● **RECORDS FOR THE TASK**
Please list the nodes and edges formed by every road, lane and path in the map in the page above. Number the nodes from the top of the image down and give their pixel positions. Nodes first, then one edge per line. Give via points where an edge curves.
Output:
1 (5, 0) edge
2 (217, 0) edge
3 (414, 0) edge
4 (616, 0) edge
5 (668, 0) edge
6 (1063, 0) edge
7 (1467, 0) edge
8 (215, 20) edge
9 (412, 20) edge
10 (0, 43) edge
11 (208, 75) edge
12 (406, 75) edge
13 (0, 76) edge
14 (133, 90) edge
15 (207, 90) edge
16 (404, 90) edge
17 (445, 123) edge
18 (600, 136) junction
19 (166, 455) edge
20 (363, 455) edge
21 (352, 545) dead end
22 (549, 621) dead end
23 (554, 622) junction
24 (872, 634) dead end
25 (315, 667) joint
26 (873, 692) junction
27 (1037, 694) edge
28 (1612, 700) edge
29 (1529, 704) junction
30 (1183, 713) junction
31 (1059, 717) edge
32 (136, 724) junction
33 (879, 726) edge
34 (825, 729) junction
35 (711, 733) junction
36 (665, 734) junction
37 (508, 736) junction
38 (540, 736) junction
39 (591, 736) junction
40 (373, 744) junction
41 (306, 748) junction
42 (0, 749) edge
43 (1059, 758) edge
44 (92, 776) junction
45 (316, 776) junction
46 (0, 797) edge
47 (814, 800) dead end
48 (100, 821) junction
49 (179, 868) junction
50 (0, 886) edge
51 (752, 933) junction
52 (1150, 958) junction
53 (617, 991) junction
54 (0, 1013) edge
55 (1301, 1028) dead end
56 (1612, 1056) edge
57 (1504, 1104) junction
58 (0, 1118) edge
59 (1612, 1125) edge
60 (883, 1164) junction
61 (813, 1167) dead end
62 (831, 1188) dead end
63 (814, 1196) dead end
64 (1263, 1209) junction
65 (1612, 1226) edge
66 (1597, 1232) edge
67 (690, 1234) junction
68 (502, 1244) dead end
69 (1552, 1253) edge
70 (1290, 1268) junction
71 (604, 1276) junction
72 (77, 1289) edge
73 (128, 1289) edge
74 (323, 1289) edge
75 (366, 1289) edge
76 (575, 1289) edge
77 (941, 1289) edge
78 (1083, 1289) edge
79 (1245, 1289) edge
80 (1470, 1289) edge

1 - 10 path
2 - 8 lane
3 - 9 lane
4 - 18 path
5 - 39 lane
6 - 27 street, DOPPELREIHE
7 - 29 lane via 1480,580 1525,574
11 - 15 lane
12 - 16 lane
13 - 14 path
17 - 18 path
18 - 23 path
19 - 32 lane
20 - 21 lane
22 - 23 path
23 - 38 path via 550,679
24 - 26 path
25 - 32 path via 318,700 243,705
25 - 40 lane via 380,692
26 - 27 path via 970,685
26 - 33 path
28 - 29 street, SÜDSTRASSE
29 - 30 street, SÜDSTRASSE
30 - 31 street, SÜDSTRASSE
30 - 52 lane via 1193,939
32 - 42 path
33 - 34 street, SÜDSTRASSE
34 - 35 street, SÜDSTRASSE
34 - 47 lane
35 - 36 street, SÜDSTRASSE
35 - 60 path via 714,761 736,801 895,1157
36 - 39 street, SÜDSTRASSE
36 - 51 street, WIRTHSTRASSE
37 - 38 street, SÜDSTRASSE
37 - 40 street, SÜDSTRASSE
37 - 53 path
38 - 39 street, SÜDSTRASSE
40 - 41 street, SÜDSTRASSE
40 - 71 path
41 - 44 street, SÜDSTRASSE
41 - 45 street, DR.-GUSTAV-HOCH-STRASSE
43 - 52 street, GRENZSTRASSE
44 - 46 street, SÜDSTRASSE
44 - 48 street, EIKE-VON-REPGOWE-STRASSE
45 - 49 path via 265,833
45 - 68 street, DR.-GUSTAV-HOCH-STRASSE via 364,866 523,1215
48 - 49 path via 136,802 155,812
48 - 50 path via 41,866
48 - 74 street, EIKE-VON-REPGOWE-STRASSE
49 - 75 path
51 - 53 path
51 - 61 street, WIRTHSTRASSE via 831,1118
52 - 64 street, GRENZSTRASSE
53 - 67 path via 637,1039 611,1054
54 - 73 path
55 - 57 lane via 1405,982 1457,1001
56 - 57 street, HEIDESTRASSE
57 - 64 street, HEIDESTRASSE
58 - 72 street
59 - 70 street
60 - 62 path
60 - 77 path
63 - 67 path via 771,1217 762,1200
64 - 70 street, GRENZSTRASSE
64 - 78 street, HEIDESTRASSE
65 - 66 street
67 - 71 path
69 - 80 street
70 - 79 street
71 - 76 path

==

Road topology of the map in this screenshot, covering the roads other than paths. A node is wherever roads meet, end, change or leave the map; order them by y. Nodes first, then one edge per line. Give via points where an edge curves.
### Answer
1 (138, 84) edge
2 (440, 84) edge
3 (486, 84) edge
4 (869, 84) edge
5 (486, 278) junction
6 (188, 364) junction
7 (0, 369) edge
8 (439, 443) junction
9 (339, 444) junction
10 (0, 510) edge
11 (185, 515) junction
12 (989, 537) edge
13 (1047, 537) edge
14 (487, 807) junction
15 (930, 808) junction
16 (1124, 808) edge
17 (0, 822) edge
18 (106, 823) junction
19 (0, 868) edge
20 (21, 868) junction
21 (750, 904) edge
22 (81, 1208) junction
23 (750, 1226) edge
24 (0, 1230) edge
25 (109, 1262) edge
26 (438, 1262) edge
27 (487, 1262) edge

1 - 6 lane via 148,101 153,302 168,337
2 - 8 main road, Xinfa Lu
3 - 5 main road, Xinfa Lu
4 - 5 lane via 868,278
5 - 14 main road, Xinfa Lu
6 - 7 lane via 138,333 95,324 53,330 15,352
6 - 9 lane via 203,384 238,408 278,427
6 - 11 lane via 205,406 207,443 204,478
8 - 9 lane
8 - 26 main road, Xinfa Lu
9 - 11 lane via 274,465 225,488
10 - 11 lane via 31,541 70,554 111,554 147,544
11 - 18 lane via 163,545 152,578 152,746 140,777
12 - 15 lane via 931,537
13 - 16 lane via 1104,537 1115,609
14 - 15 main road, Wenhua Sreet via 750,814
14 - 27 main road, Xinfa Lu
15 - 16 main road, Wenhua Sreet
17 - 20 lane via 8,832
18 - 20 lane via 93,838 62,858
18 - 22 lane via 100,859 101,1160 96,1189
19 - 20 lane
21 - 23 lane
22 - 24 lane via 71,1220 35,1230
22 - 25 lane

...

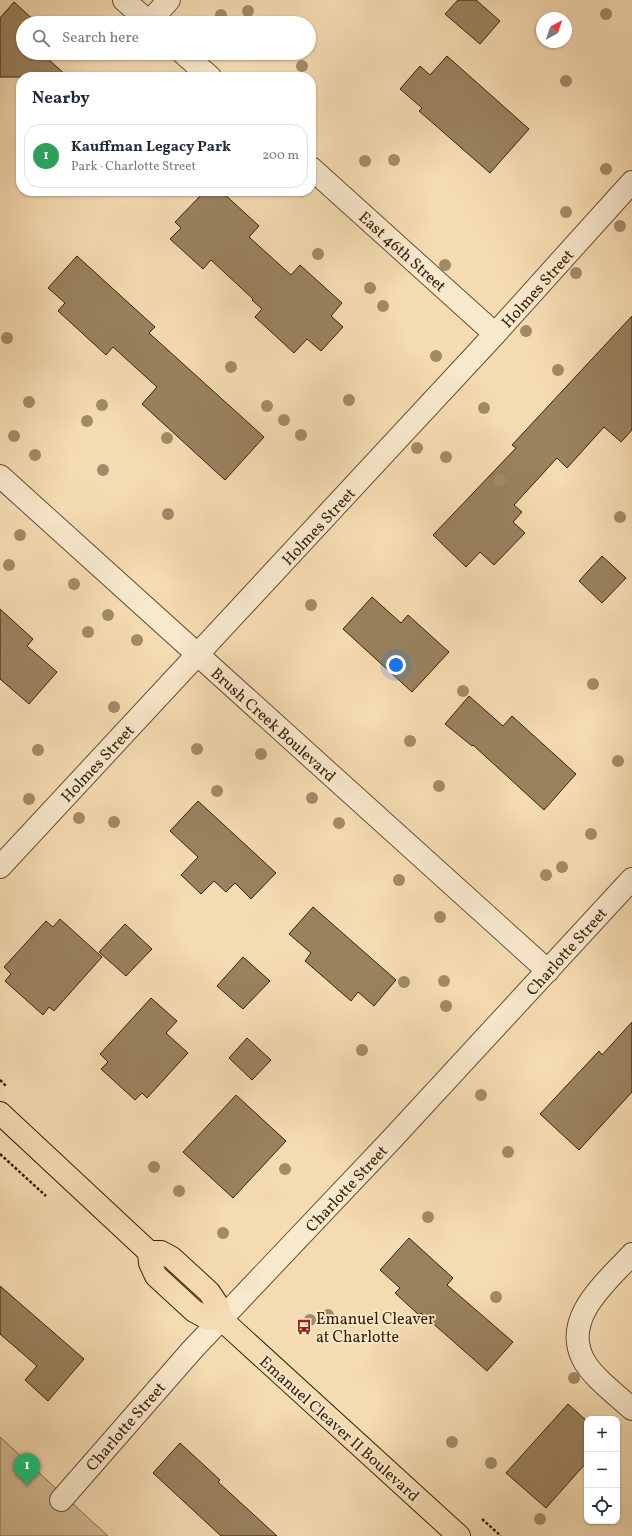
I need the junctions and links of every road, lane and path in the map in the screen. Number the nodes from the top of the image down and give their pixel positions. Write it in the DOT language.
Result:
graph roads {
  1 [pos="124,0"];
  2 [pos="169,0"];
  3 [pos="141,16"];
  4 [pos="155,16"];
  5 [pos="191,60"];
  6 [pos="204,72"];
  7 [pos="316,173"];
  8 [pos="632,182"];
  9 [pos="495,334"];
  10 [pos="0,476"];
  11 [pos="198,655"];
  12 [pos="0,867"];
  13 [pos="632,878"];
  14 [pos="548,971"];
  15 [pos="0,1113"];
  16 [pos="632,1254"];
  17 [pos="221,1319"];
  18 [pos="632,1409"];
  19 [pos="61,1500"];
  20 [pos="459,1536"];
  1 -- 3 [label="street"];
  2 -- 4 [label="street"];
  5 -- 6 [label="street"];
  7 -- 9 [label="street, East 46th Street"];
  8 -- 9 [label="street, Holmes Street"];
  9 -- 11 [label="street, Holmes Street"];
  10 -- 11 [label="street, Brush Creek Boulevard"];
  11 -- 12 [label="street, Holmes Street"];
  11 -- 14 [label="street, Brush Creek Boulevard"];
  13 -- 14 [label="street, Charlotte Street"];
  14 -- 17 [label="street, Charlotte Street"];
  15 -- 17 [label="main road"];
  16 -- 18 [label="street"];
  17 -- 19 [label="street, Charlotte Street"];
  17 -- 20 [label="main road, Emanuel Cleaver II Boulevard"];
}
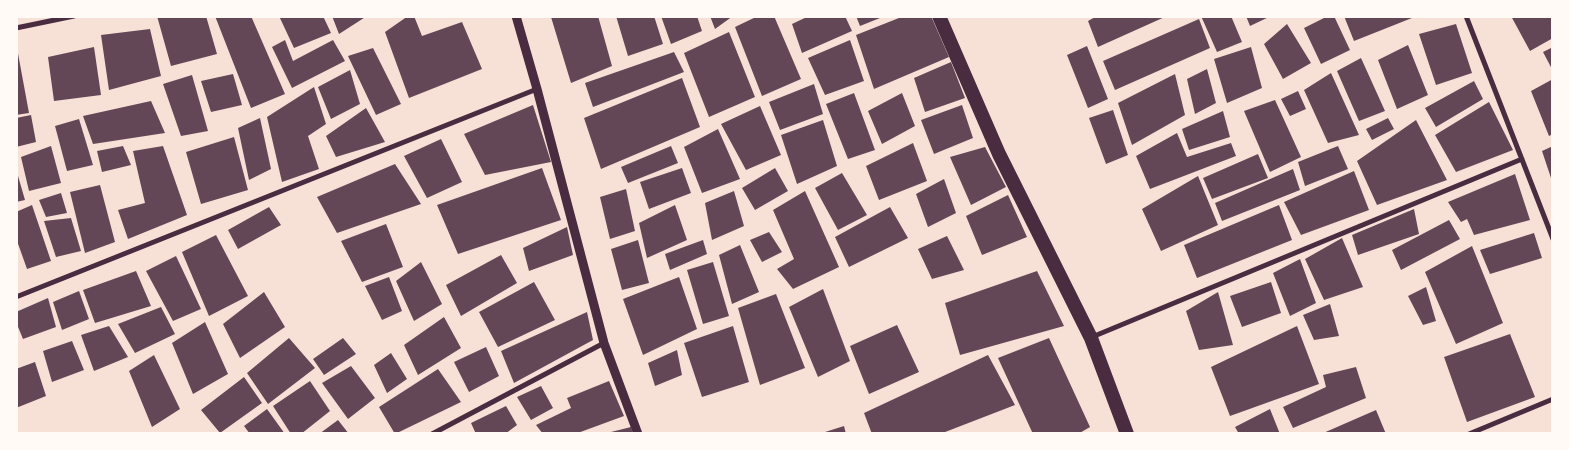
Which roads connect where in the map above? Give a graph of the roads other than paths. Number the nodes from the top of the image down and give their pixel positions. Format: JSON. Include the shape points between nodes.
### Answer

● **EXERCISE AIM**
From the data above, copy each line where the string "first" appears.

● **SOLUTION FOR THIS PROBLEM**
Please list the nodes and edges formed by every road, lane and path in the map in the page above. Number the nodes from the top of the image down and give their pixel positions. Nodes first, then one edge per line. Give via points where an edge curves.
Road topology of the map in this screenshot, covering the roads other than paths. A node is wherever roads meet, end, change or leave the map; order them by y. Nodes first, then one edge per line. Give via points where an edge curves.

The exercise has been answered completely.